Esta conclusión de la IUSperanza de Beltrán Gambier es una idea que siguió en nuestras charlas y nos hizo pensar en cómo ejercemos nuestra ciudadanía, y qué despierta nuestro activismo. Nos dimos cuenta que está muy vinculada al nacimiento de Derecho a la pasión.

 

Vinieron a nuestra mente dos abogados y consagrados activistas. Mahatma Gandhi y Nelson Mandela. ¿Vara alta? Puede ser. Pero es interesante advertir las coincidencias entre ellos. A partir de lo que estudiaron pudieron “ver” las injusticias y formar su criterio sobre los derechos cuyo reconocimiento se debía obtener, en sus respectivos países. El conocimiento del derecho les dio las herramientas para poder defender desde el sistema, las causas sociales, políticas y de derechos humanos que promovieron.

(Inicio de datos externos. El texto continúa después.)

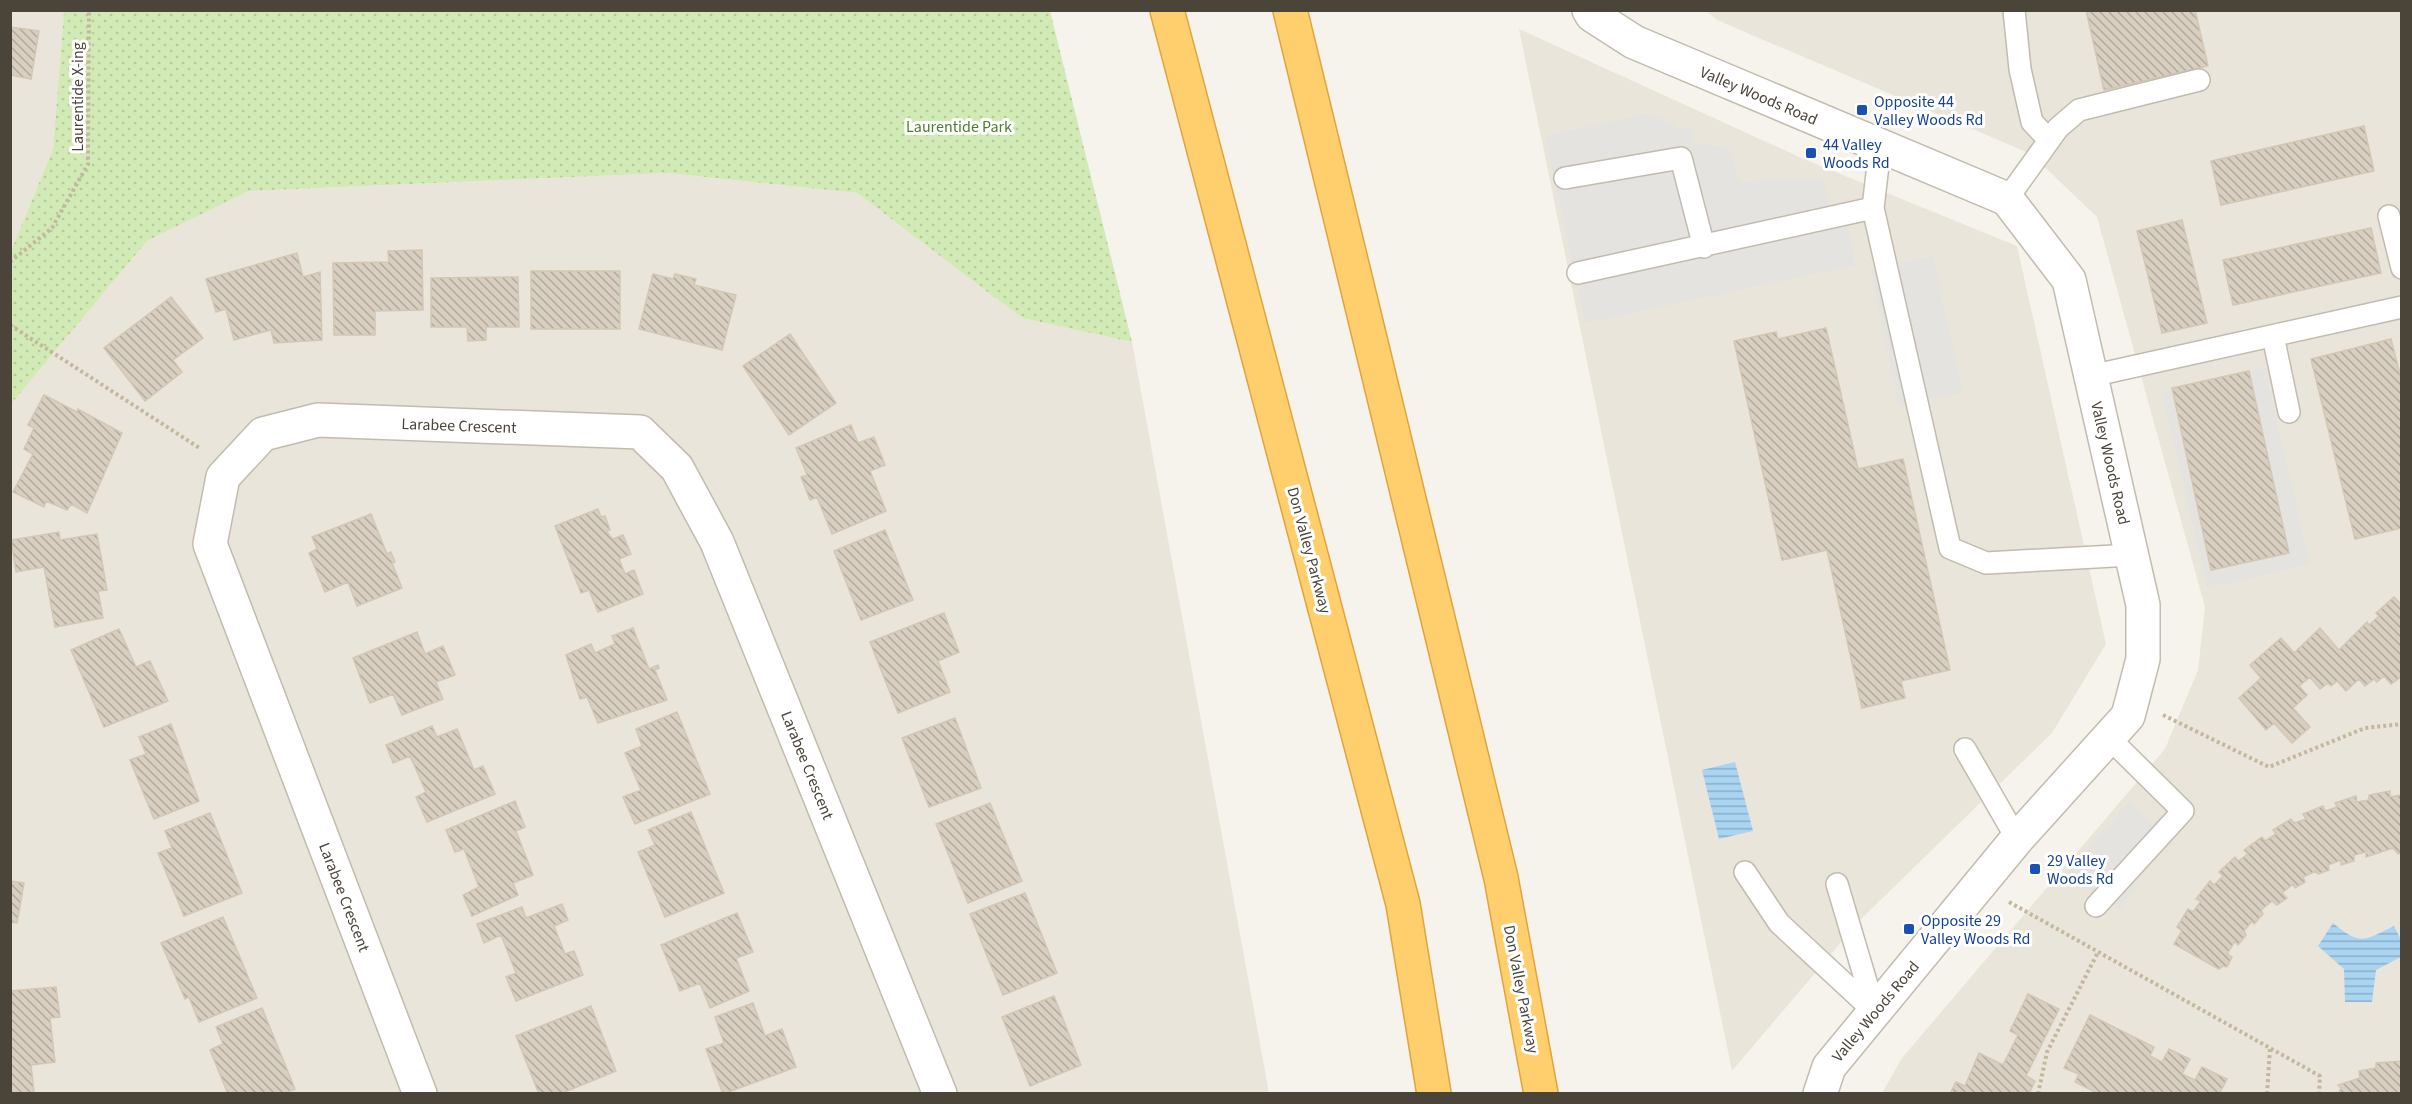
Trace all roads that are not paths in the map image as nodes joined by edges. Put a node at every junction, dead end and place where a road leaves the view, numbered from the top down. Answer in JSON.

Por otra parte, los dos realizaron activismos pacíficos desde la no violencia y la fuerza de sus convicciones.

 

El involucrarse en los asuntos públicos, discutir y votar, era tan importante en la democracia griega que se llamaba de una manera especial, “idion” (raíz del vocablo idiota), a quien pensara que podía vivir sólo para sí mismo, desentendiéndose de lo que sucede en el plano político.

 

Cada uno de nosotros desde su campo de acción o especialidad, puede “ver” injusticias, inequidades, y plantearse objetivos para generar beneficios sociales o defender derechos o valores. Es la oportunidad para preguntarnos ¿qué es lo que el mundo necesita de mí?, nos dirían desde el concepto japonés de Ikigai.

 

La pregunta siempre nos pareció exigente y por momentos acobarda o sentimos que nos queda grande. Pero nos dimos cuenta que los activismos se construyen con el compromiso en pequeñas acciones que pueden ser significativas. Con una carta, un comentario, una donación, un posteo, un chiste no festejado, una desacreditación a la que no nos sumamos. En nuestro caso, bregar por la no desacreditación de la abogacía se volvió una urgencia. Motivó un activismo pacífico desde la no violencia e impulsado por la fuerza de nuestras convicciones. De esas profundas, que parecen nacer en el estómago y quedarse en el corazón.

 

Somos ciudadanos abogados, con capacidad para descubrir qué se necesita de nosotros, qué nos moviliza y poder utilizar nuestros conocimientos y herramientas para ese fin. ¡Te invitamos a pensarlo, sin achicarte, y –por qué no- a actuar!